_Task requirements_
Check each line of the material. Copy those containing "numbered".

_Dataset entries_
··········

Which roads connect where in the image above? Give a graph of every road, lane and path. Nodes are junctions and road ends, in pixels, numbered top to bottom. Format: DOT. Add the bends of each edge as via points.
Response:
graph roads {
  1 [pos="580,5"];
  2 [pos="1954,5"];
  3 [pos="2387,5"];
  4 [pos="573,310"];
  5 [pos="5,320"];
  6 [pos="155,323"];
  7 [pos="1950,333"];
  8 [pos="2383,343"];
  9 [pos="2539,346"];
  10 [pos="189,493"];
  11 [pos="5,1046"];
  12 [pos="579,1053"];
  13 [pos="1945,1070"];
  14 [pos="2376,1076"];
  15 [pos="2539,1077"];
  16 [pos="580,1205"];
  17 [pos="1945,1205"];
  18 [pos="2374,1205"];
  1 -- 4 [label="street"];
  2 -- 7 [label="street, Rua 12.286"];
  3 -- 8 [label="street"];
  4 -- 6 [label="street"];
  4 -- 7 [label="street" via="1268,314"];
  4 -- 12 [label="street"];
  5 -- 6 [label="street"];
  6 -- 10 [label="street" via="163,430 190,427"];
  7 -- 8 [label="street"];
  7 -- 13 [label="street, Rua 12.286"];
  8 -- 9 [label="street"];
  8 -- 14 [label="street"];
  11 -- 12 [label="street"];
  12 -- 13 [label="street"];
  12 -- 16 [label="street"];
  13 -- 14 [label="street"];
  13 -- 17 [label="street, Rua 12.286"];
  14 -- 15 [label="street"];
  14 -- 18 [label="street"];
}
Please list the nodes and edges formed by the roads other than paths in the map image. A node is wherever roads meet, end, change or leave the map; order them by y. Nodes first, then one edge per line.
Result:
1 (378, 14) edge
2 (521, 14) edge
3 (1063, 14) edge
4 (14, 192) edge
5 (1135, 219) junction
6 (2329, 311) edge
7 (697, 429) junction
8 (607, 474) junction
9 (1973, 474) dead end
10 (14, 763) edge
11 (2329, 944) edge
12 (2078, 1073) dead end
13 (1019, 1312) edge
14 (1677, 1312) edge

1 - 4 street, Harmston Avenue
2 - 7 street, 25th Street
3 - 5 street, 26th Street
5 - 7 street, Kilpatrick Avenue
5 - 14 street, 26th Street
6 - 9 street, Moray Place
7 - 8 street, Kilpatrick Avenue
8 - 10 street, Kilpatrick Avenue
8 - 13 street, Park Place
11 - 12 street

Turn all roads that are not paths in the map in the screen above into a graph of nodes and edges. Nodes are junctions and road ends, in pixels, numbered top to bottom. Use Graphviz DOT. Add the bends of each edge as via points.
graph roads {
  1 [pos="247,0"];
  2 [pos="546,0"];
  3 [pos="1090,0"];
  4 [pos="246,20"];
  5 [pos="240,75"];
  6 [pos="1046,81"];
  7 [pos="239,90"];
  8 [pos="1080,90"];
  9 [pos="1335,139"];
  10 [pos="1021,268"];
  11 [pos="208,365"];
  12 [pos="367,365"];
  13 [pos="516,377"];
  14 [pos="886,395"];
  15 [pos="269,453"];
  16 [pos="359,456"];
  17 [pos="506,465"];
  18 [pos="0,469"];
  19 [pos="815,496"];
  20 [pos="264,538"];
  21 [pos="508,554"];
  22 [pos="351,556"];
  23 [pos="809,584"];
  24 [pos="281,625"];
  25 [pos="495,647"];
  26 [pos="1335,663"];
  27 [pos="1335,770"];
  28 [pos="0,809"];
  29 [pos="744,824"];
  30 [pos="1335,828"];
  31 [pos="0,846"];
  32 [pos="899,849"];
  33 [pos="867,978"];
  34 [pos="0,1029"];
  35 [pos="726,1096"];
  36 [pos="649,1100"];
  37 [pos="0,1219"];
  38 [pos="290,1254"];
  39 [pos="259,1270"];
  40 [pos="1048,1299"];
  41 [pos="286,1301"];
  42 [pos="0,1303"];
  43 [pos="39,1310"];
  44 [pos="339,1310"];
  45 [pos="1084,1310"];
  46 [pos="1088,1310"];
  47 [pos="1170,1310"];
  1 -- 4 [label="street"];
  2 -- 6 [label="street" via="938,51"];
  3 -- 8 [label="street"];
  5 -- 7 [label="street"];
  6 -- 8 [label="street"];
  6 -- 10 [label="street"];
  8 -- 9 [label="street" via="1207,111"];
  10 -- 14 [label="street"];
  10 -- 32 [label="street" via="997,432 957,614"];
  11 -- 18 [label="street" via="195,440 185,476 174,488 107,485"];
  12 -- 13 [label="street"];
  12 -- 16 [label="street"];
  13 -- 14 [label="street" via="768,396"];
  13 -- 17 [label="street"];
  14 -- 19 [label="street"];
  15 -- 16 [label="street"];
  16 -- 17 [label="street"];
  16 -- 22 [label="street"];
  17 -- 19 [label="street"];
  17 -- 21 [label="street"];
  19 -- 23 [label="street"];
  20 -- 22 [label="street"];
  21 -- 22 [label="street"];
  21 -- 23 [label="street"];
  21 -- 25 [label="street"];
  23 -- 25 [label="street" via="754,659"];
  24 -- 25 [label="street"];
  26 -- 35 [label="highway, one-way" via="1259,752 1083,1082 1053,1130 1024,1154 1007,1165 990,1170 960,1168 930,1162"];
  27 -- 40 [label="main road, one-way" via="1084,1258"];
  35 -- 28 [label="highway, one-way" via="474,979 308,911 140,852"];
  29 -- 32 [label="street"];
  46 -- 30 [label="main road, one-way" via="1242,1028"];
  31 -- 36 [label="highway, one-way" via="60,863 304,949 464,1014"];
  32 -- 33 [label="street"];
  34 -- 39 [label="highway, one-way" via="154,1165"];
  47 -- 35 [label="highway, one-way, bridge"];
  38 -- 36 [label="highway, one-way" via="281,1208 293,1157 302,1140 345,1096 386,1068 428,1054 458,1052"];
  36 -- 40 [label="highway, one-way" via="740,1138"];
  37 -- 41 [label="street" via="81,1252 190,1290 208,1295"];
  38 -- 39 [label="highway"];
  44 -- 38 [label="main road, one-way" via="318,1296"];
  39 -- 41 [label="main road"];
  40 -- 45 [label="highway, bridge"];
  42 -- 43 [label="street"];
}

··········

_Reply to the exercise_
Which roads connect where in the image above? Give a graph of every road, lane and path. Nodes are junctions and road ends, in pixels, numbered top to bottom. Format: DOT. Add the bends of each edge as via points.
Turn all roads that are not paths in the map in the screen above into a graph of nodes and edges. Nodes are junctions and road ends, in pixels, numbered top to bottom. Use Graphviz DOT. Add the bends of each edge as via points.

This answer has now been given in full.